### YOUR ASSIGNMENT
Every line in the data must be transcribed exactly.

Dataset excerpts
· · · · · · ·

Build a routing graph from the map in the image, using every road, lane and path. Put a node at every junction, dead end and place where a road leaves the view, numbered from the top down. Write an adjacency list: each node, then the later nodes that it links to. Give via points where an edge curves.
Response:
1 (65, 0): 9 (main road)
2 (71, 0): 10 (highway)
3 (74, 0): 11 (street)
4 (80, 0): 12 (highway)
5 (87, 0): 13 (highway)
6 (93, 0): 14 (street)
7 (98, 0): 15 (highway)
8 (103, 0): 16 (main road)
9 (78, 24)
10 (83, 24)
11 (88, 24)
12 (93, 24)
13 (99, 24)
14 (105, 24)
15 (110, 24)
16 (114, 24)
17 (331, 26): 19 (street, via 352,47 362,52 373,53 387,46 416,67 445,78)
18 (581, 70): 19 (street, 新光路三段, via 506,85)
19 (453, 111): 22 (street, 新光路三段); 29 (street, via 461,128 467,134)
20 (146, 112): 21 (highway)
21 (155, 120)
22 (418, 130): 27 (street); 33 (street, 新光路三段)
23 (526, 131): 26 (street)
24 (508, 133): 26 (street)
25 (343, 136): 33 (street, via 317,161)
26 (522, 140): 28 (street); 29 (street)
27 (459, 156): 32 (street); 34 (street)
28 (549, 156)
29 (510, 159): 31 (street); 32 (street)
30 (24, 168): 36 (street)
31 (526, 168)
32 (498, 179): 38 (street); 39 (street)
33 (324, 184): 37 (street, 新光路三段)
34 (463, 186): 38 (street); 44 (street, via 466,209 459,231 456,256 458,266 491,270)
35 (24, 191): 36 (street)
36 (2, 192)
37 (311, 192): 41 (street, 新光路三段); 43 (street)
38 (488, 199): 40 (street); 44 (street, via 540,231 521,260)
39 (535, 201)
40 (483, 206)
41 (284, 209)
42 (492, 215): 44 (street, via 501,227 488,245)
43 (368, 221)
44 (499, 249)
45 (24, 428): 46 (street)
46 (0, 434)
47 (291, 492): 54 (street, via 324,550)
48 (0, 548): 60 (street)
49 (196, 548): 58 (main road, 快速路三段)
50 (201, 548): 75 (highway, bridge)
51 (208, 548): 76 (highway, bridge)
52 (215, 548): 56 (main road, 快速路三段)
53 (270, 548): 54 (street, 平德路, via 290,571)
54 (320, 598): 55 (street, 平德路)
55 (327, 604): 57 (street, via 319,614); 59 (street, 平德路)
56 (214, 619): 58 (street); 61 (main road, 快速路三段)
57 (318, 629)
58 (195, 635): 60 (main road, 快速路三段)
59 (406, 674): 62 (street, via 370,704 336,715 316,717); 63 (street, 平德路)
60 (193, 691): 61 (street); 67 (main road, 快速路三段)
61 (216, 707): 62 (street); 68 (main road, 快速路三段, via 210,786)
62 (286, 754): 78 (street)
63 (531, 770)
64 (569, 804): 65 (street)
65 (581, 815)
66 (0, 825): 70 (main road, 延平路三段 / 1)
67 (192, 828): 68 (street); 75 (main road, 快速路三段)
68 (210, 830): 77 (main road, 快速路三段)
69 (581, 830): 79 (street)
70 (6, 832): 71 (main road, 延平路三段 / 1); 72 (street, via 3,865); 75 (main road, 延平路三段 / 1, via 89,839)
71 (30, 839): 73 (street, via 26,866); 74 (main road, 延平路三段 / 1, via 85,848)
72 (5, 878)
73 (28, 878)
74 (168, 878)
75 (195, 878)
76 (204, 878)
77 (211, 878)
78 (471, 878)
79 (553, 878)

· · · · · · ·

### TASK RESPONSE
Build a routing graph from the map in the image, using every road, lane and path. Put a node at every junction, dead end and place where a road leaves the view, numbered from the top down. Write an adjacency list: each node, then the later nodes that it links to. Give via points where an edge curves.
Response:
1 (65, 0): 9 (main road)
2 (71, 0): 10 (highway)
3 (74, 0): 11 (street)
4 (80, 0): 12 (highway)
5 (87, 0): 13 (highway)
6 (93, 0): 14 (street)
7 (98, 0): 15 (highway)
8 (103, 0): 16 (main road)
9 (78, 24)
10 (83, 24)
11 (88, 24)
12 (93, 24)
13 (99, 24)
14 (105, 24)
15 (110, 24)
16 (114, 24)
17 (331, 26): 19 (street, via 352,47 362,52 373,53 387,46 416,67 445,78)
18 (581, 70): 19 (street, 新光路三段, via 506,85)
19 (453, 111): 22 (street, 新光路三段); 29 (street, via 461,128 467,134)
20 (146, 112): 21 (highway)
21 (155, 120)
22 (418, 130): 27 (street); 33 (street, 新光路三段)
23 (526, 131): 26 (street)
24 (508, 133): 26 (street)
25 (343, 136): 33 (street, via 317,161)
26 (522, 140): 28 (street); 29 (street)
27 (459, 156): 32 (street); 34 (street)
28 (549, 156)
29 (510, 159): 31 (street); 32 (street)
30 (24, 168): 36 (street)
31 (526, 168)
32 (498, 179): 38 (street); 39 (street)
33 (324, 184): 37 (street, 新光路三段)
34 (463, 186): 38 (street); 44 (street, via 466,209 459,231 456,256 458,266 491,270)
35 (24, 191): 36 (street)
36 (2, 192)
37 (311, 192): 41 (street, 新光路三段); 43 (street)
38 (488, 199): 40 (street); 44 (street, via 540,231 521,260)
39 (535, 201)
40 (483, 206)
41 (284, 209)
42 (492, 215): 44 (street, via 501,227 488,245)
43 (368, 221)
44 (499, 249)
45 (24, 428): 46 (street)
46 (0, 434)
47 (291, 492): 54 (street, via 324,550)
48 (0, 548): 60 (street)
49 (196, 548): 58 (main road, 快速路三段)
50 (201, 548): 75 (highway, bridge)
51 (208, 548): 76 (highway, bridge)
52 (215, 548): 56 (main road, 快速路三段)
53 (270, 548): 54 (street, 平德路, via 290,571)
54 (320, 598): 55 (street, 平德路)
55 (327, 604): 57 (street, via 319,614); 59 (street, 平德路)
56 (214, 619): 58 (street); 61 (main road, 快速路三段)
57 (318, 629)
58 (195, 635): 60 (main road, 快速路三段)
59 (406, 674): 62 (street, via 370,704 336,715 316,717); 63 (street, 平德路)
60 (193, 691): 61 (street); 67 (main road, 快速路三段)
61 (216, 707): 62 (street); 68 (main road, 快速路三段, via 210,786)
62 (286, 754): 78 (street)
63 (531, 770)
64 (569, 804): 65 (street)
65 (581, 815)
66 (0, 825): 70 (main road, 延平路三段 / 1)
67 (192, 828): 68 (street); 75 (main road, 快速路三段)
68 (210, 830): 77 (main road, 快速路三段)
69 (581, 830): 79 (street)
70 (6, 832): 71 (main road, 延平路三段 / 1); 72 (street, via 3,865); 75 (main road, 延平路三段 / 1, via 89,839)
71 (30, 839): 73 (street, via 26,866); 74 (main road, 延平路三段 / 1, via 85,848)
72 (5, 878)
73 (28, 878)
74 (168, 878)
75 (195, 878)
76 (204, 878)
77 (211, 878)
78 (471, 878)
79 (553, 878)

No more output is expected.